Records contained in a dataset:
————

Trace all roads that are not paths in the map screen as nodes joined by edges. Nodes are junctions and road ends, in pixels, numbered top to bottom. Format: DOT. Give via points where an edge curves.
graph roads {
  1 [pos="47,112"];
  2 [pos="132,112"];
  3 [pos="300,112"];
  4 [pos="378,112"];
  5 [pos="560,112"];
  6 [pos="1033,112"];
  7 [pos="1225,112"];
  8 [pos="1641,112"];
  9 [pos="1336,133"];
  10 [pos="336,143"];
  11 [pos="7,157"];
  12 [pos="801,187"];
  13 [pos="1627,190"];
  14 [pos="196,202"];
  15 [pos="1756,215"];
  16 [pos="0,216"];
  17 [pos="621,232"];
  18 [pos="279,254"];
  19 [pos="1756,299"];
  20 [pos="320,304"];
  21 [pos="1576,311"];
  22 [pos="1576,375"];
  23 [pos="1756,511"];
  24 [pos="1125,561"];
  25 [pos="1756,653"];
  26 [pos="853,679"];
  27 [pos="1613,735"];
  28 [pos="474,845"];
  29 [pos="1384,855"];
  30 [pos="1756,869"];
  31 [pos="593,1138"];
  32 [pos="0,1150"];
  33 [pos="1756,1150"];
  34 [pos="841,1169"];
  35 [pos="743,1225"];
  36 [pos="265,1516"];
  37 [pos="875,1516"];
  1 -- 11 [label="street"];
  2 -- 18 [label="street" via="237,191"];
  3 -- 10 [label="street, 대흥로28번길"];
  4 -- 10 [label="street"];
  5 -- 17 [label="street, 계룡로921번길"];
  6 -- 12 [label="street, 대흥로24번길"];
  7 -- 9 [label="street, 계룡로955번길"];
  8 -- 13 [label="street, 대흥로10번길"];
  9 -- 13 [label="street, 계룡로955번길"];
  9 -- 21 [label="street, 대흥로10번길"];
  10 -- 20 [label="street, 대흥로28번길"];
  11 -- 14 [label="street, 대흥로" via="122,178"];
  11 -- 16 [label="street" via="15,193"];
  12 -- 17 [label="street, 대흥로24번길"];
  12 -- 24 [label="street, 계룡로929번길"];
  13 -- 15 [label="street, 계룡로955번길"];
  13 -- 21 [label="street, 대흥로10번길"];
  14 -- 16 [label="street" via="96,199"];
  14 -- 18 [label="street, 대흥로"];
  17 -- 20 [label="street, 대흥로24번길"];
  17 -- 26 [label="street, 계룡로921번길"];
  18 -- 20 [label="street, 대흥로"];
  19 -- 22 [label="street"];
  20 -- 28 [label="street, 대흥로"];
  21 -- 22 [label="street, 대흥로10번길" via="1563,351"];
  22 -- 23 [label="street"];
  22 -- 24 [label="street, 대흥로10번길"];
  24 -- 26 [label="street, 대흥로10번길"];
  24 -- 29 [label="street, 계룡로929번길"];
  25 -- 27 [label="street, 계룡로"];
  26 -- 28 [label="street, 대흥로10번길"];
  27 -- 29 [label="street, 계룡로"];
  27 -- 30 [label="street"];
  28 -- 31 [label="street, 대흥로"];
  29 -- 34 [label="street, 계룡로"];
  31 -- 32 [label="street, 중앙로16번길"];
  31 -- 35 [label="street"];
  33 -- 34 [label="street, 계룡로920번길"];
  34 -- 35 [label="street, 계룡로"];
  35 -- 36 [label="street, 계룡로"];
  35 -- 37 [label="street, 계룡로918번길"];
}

————

What this task involves:
Transcribe the data exactly.

Response below:
Trace all roads that are not paths in the map screen as nodes joined by edges. Nodes are junctions and road ends, in pixels, numbered top to bottom. Format: DOT. Give via points where an edge curves.
graph roads {
  1 [pos="47,112"];
  2 [pos="132,112"];
  3 [pos="300,112"];
  4 [pos="378,112"];
  5 [pos="560,112"];
  6 [pos="1033,112"];
  7 [pos="1225,112"];
  8 [pos="1641,112"];
  9 [pos="1336,133"];
  10 [pos="336,143"];
  11 [pos="7,157"];
  12 [pos="801,187"];
  13 [pos="1627,190"];
  14 [pos="196,202"];
  15 [pos="1756,215"];
  16 [pos="0,216"];
  17 [pos="621,232"];
  18 [pos="279,254"];
  19 [pos="1756,299"];
  20 [pos="320,304"];
  21 [pos="1576,311"];
  22 [pos="1576,375"];
  23 [pos="1756,511"];
  24 [pos="1125,561"];
  25 [pos="1756,653"];
  26 [pos="853,679"];
  27 [pos="1613,735"];
  28 [pos="474,845"];
  29 [pos="1384,855"];
  30 [pos="1756,869"];
  31 [pos="593,1138"];
  32 [pos="0,1150"];
  33 [pos="1756,1150"];
  34 [pos="841,1169"];
  35 [pos="743,1225"];
  36 [pos="265,1516"];
  37 [pos="875,1516"];
  1 -- 11 [label="street"];
  2 -- 18 [label="street" via="237,191"];
  3 -- 10 [label="street, 대흥로28번길"];
  4 -- 10 [label="street"];
  5 -- 17 [label="street, 계룡로921번길"];
  6 -- 12 [label="street, 대흥로24번길"];
  7 -- 9 [label="street, 계룡로955번길"];
  8 -- 13 [label="street, 대흥로10번길"];
  9 -- 13 [label="street, 계룡로955번길"];
  9 -- 21 [label="street, 대흥로10번길"];
  10 -- 20 [label="street, 대흥로28번길"];
  11 -- 14 [label="street, 대흥로" via="122,178"];
  11 -- 16 [label="street" via="15,193"];
  12 -- 17 [label="street, 대흥로24번길"];
  12 -- 24 [label="street, 계룡로929번길"];
  13 -- 15 [label="street, 계룡로955번길"];
  13 -- 21 [label="street, 대흥로10번길"];
  14 -- 16 [label="street" via="96,199"];
  14 -- 18 [label="street, 대흥로"];
  17 -- 20 [label="street, 대흥로24번길"];
  17 -- 26 [label="street, 계룡로921번길"];
  18 -- 20 [label="street, 대흥로"];
  19 -- 22 [label="street"];
  20 -- 28 [label="street, 대흥로"];
  21 -- 22 [label="street, 대흥로10번길" via="1563,351"];
  22 -- 23 [label="street"];
  22 -- 24 [label="street, 대흥로10번길"];
  24 -- 26 [label="street, 대흥로10번길"];
  24 -- 29 [label="street, 계룡로929번길"];
  25 -- 27 [label="street, 계룡로"];
  26 -- 28 [label="street, 대흥로10번길"];
  27 -- 29 [label="street, 계룡로"];
  27 -- 30 [label="street"];
  28 -- 31 [label="street, 대흥로"];
  29 -- 34 [label="street, 계룡로"];
  31 -- 32 [label="street, 중앙로16번길"];
  31 -- 35 [label="street"];
  33 -- 34 [label="street, 계룡로920번길"];
  34 -- 35 [label="street, 계룡로"];
  35 -- 36 [label="street, 계룡로"];
  35 -- 37 [label="street, 계룡로918번길"];
}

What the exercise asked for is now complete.